I would still go out but just for an hour at a time and I would build it up. I would also try not to ever intervene if he had DD when we were all together.
I did stop breastfeeding at 4months which I think helped to be honest, but realise that’s not on the cards for you yet.
Don’t worry, just react to him the way you want him to react to the babies, if you are calm, it will make the whole atmosphere in the house better

mrsmuddlepies Fri 15-Mar-19 07:37:33

It is hard to soothe ebf babies. My husband found it hard.
However, He did one day a week child care when I went back to work and it was brilliant for all of us. He learned how to cope. He did things differently which threw me a bit at first. It was only coping on his own that taught him how to soothe and calm and later to play with a baby.

brizzlemint Fri 15-Mar-19 07:34:10

Seven months is prime age for separation anxiety isn't it?
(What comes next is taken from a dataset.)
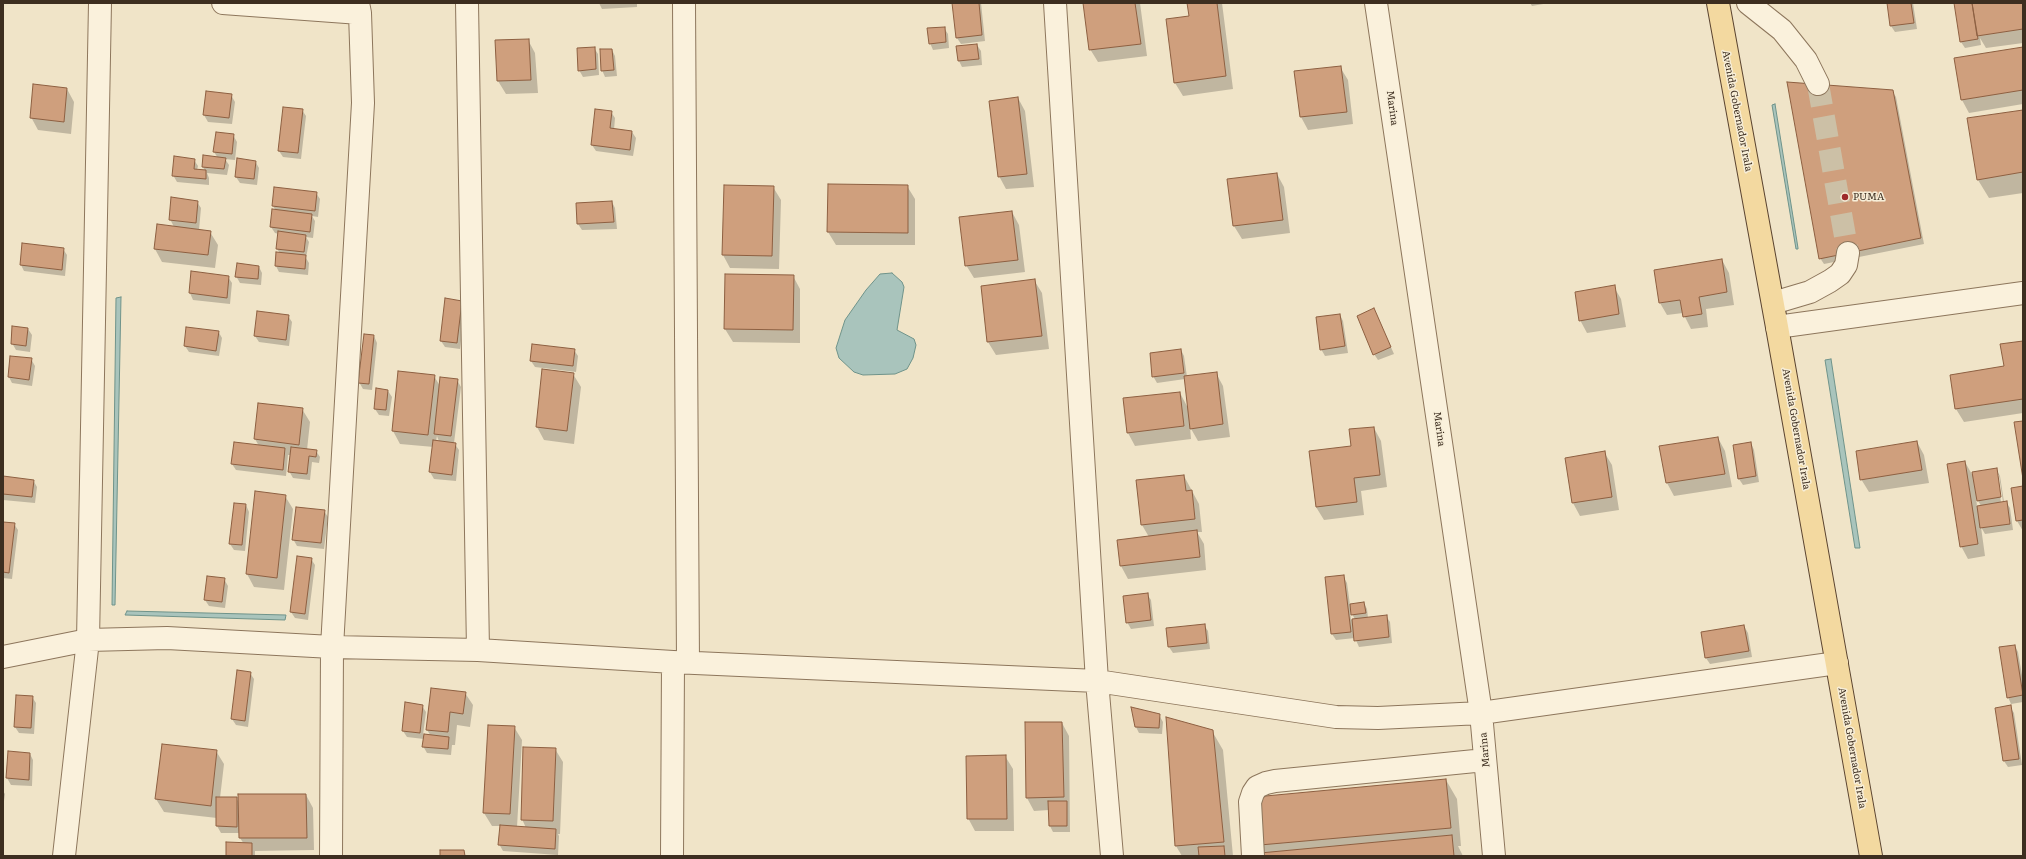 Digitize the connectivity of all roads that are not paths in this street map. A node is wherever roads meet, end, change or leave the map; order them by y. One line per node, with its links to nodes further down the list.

TheLastPharl Fri 15-Mar-19 07:30:30

Point taken that I’m possibly being too hard on him.

I think as said upthread it’s the way he framed it that pissed me off. I’m with them 24/7 and the one time I leave them I get yelled at the minute I walk back through the door. I was in a good mood too which made me even more annoyed when he started having a go!

He did have nursery songs they usually love on but it didn’t make a difference apparently. The trouble is he has a very frantic way of trying to soothe them. He’ll jiggle them about and move them around quickly which makes it worse. I’ve tried telling him not to do it that way but he doesn’t listen.

He says I’m always saying everything he does with them is wrong. I try not too but it’s so hard when he doesn’t listen to me!

I’ve started weaning, but they aren’t taking much yet. They were premature so their corrected age is less than seven months. They don’t enjoy food enough yet for it to be a distraction iyswim. Plus DH hasn’t really gotten involved with helping me wean them so far.

Him taking them out in pram is a good suggestion. He’s never actually taken them out by himself and I think he really needs to start.